Increasing Reliability: Additional Question Characteristics In addition to ensuring that the question means the same thing to every respondent, there are three additional characteristics of a reliable question that you should be familiar with as you assess research articles. First, in order to be a reliable question, the researcher’s side of the question and answer process is entirely scripted so that the questions, as written, fully prepare a respondent to answer questions. In face-to-face and telephone interviews, it is important to give interviewers a script so that they can read the questions exactly as worded. Second, the kinds of answers that constitute an appropriate response to the question are communicated consistently to all respondents. The respondents should have the same perception of what constitutes an adequate answer to the question The simplest way to give respondents the same perceptions of what constitutes an adequate answer is to provide them with a list of acceptable answers by using closed-ended questions. With closed-ended questions, the respondent has to choose one of a set of appropriate responses provided by the researcher. Third, a survey question should ask only one question, not two or more. For example, a researcher should not ask the question, “Do you want to graduate from college and become a police officer?” A respondent could want to do one but not the other. When asked two questions at once, respondents will have to decide which to answer, and the survey researcher will have to assume what the respondent’s answer means.
Survey Distribution Methods
A survey researcher must decide how to distribute the survey to the sample. Until the 1970s, most academic and government surveys were completed through face-to-face interviews.28 When telephone ownership became nearly universal in the United States, telephone interviewing became a common mechanism to distribute surveys.29 The newest means of survey distribution is through the Internet. There are five main mechanisms to distribute a survey: mail, group-administered, Internet, face-to-face, and telephone. Each survey distribution method will be discussed in this section. The strengths and weaknesses of each distribution method will also be discussed. Survey researchers need to consider the strengths and weaknesses of each method of distribution as they decide which distribution methods works best for their research questions and survey.
Self-Administered Surveys
Self-administered surveys involve the distribution of surveys for respondents to complete on their own. Self-administered surveys include those distributed by mail, group-administered surveys, and surveys distributed via the Internet. Self-administered surveys involve minimal (i.e., group-administered) or no personal contact (i.e., mail and Internet surveys) between the researcher and the respondent. With self-administered surveys, surveys can be mailed to the sample, distributed to a large group of people in one location, or can be sent through e-mail or placed on the Internet. One of the main advantages of self-administered surveys is that the collection of sensitive, stigmatizing, and embarrassing information is more likely to be valid, as previously discussed, since respondents do not have to share their responses directly with an interviewer. However, one of the main disadvantages is that there may be a discrepancy between what people report they do and what they actually do, as previously discussed when the topic of social desirability was addressed. A survey researcher must weigh the strengths and weaknesses of each type of self-administered survey when determining the best method of distribution for their survey.

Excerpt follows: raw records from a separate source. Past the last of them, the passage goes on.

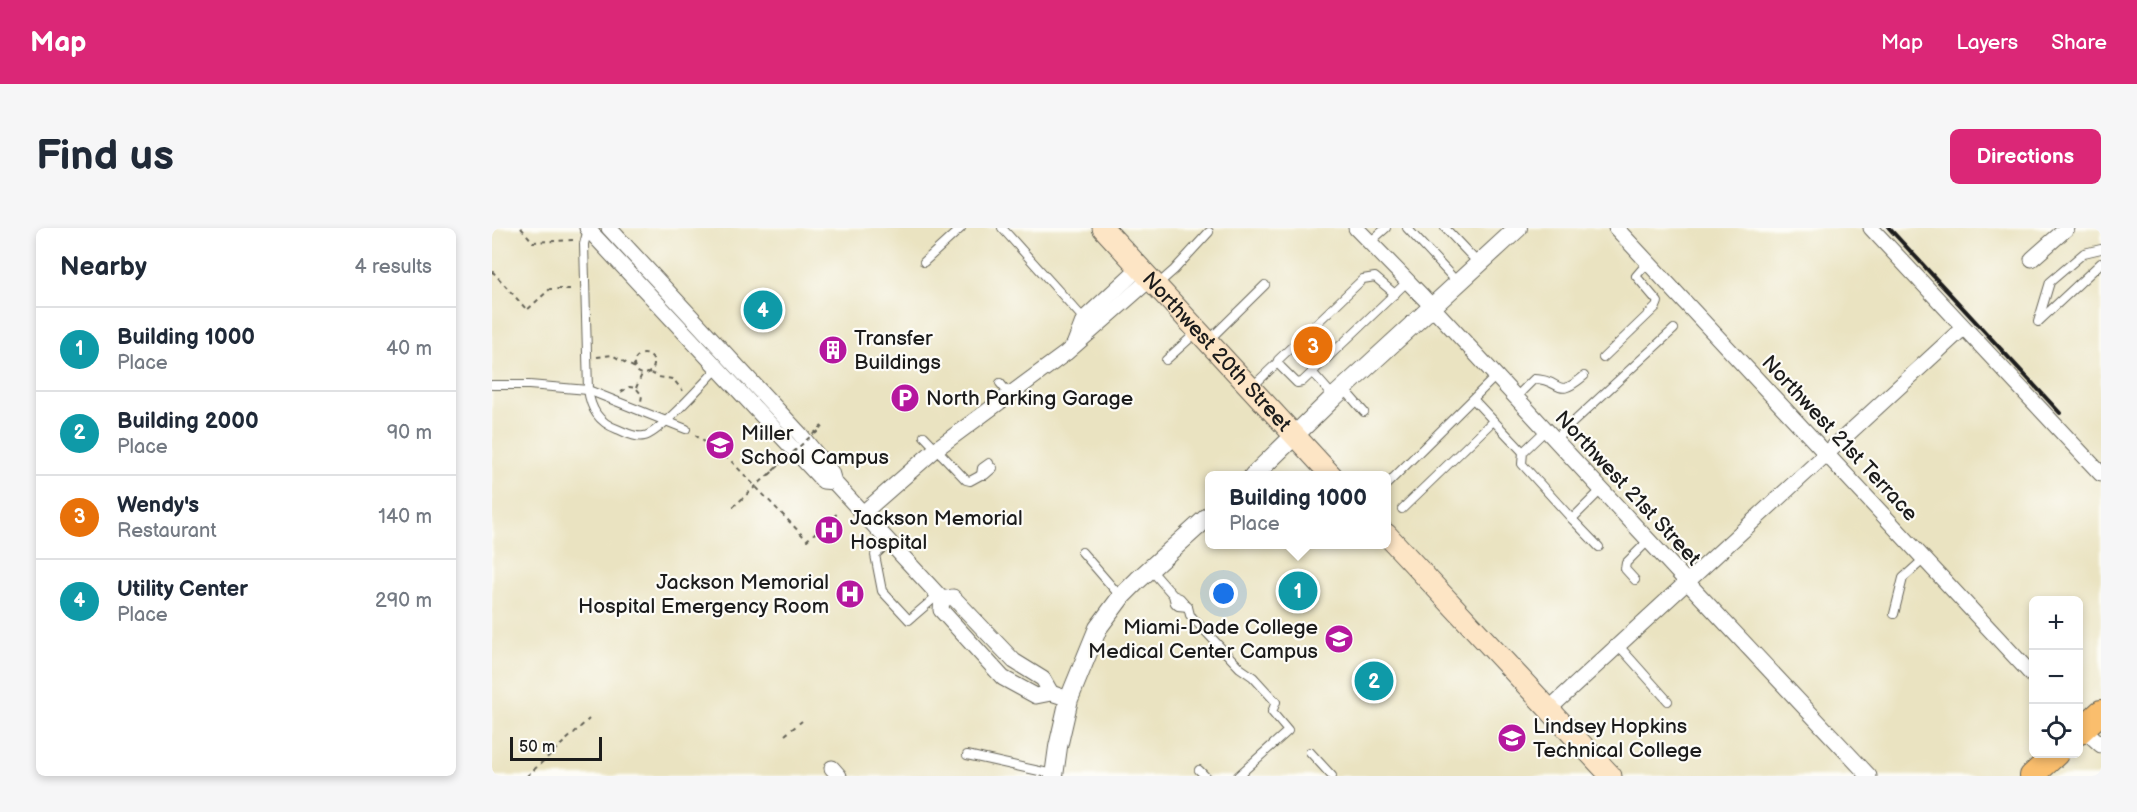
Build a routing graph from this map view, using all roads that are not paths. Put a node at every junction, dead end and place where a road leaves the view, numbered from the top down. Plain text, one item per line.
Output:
1 (609, 228) edge
2 (961, 228) edge
3 (1002, 228) edge
4 (1103, 228) edge
5 (1356, 228) edge
6 (1386, 228) edge
7 (1407, 228) edge
8 (1445, 228) edge
9 (1518, 228) edge
10 (1616, 228) edge
11 (1871, 228) edge
12 (2067, 228) edge
13 (585, 231) edge
14 (1209, 232) dead end
15 (1370, 242) junction
16 (2101, 249) edge
17 (2032, 259) dead end
18 (924, 262) dead end
19 (1648, 262) junction
20 (2101, 263) edge
21 (1479, 264) junction
22 (1148, 278) junction
23 (1408, 281) junction
24 (1457, 283) junction
25 (1266, 285) dead end
26 (1395, 294) junction
27 (1431, 306) junction
28 (1084, 319) junction
29 (1963, 328) junction
30 (1674, 329) dead end
31 (1203, 336) junction
32 (1074, 345) junction
33 (1603, 358) dead end
34 (1166, 360) dead end
35 (724, 363) junction
36 (1277, 363) junction
37 (1312, 372) junction
38 (1496, 376) junction
39 (1584, 376) dead end
40 (1000, 383) dead end
41 (492, 385) edge
42 (1251, 388) junction
43 (588, 390) junction
44 (1338, 392) junction
45 (1010, 395) junction
46 (1516, 397) junction
47 (1474, 400) junction
48 (1364, 412) dead end
49 (668, 421) junction
50 (1493, 421) junction
51 (686, 429) road end
52 (1295, 435) junction
53 (1551, 435) junction
54 (924, 436) dead end
55 (936, 449) junction
56 (1523, 452) junction
57 (1827, 455) junction
58 (991, 465) dead end
59 (1258, 471) edge
60 (1327, 471) edge
61 (2101, 474) edge
62 (1391, 481) edge
63 (1601, 490) junction
64 (1402, 509) dead end
65 (863, 513) junction
66 (1205, 519) edge
67 (1572, 519) junction
68 (1391, 539) edge
69 (1648, 541) junction
70 (889, 542) junction
71 (1599, 547) dead end
72 (1082, 552) dead end
73 (1924, 559) junction
74 (1150, 569) junction
75 (1635, 580) dead end
76 (1688, 584) junction
77 (940, 597) junction
78 (1121, 597) junction
79 (1894, 614) dead end
80 (1619, 646) junction
81 (2029, 672) edge
82 (1069, 699) junction
83 (1668, 700) dead end
84 (1550, 710) junction
85 (2101, 712) edge
86 (2083, 726) edge
87 (2083, 730) edge
88 (2101, 745) edge
89 (1310, 752) dead end
90 (967, 755) dead end
91 (2051, 758) edge
92 (1054, 775) edge
93 (1238, 776) edge
94 (1332, 776) edge
95 (1611, 776) edge
96 (1869, 776) edge
97 (2032, 776) edge

1 - 35 street
2 - 18 lane
3 - 28 lane
4 - 22 main road, Northwest 20th Street
5 - 15 street, Northwest 21st Street
6 - 15 lane
7 - 24 lane
8 - 21 lane
9 - 21 street
10 - 19 street, Northwest 21st Terrace
11 - 29 street
12 - 17 street
13 - 35 street
13 - 43 lane
14 - 22 lane
15 - 23 street, Northwest 21st Street
16 - 20 lane
19 - 33 lane
19 - 57 street, Northwest 21st Terrace
21 - 24 street
22 - 28 street
22 - 31 main road, Northwest 20th Street
22 - 32 street
23 - 26 lane
23 - 27 street, Northwest 21st Street
24 - 27 street
25 - 31 lane
26 - 36 lane
26 - 37 lane
27 - 38 street, Northwest 21st Street
27 - 44 street
28 - 32 street
29 - 57 street
29 - 61 street
30 - 53 lane
31 - 34 lane
31 - 42 main road, Northwest 20th Street
32 - 45 street
35 - 49 lane
35 - 65 street
36 - 37 lane
36 - 42 lane
37 - 44 lane
38 - 46 street, Northwest 21st Street
38 - 47 lane
39 - 46 lane
40 - 45 lane
41 - 43 lane
42 - 52 main road, Northwest 20th Street
43 - 49 lane
43 - 49 lane
44 - 48 lane
44 - 52 street
45 - 55 street
46 - 53 street, Northwest 21st Street
47 - 50 lane
47 - 62 lane
49 - 51 lane
50 - 56 lane
50 - 64 lane
52 - 59 street
52 - 60 main road, Northwest 20th Street
53 - 56 lane
53 - 63 street, Northwest 21st Street
54 - 55 lane
55 - 58 lane
55 - 65 street
56 - 67 lane
57 - 73 street, Northwest 21st Terrace
57 - 76 street
63 - 67 lane
63 - 69 street, Northwest 21st Street
65 - 70 street
66 - 74 street
67 - 71 lane
68 - 84 main road
69 - 75 lane
69 - 76 street, Northwest 21st Street
70 - 77 street
70 - 77 lane
72 - 78 lane
73 - 79 lane
73 - 81 street, Northwest 21st Terrace
74 - 78 street
74 - 93 lane
76 - 80 street
76 - 96 street, Northwest 21st Street
77 - 82 street
78 - 82 street
80 - 83 lane
80 - 84 street
82 - 92 street
84 - 95 main road
85 - 86 main road
87 - 88 street
89 - 94 lane
90 - 92 lane
91 - 97 main road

Mailed Surveys Since only a valid mailing address is required, a common method to distribute surveys is to mail the survey to the sample.
The major strengths of mail surveys are listed below.
1. Mail surveys are fairly inexpensive to complete. Since there are no interviewers to pay, the costs of a mail survey are typically much lower than a face-to-face or a telephone interview. The main cost is the printing and mailing of the surveys and the return postage for the survey responses. In addition, mail surveys can be accomplished with minimal staff and office space.
2. Mail surveys can be easily distributed to a geographically dispersed sample.
3. Mail surveys provide respondents ample time to give thoughtful answers and even to refer to other documents that may be needed to answer the survey questions.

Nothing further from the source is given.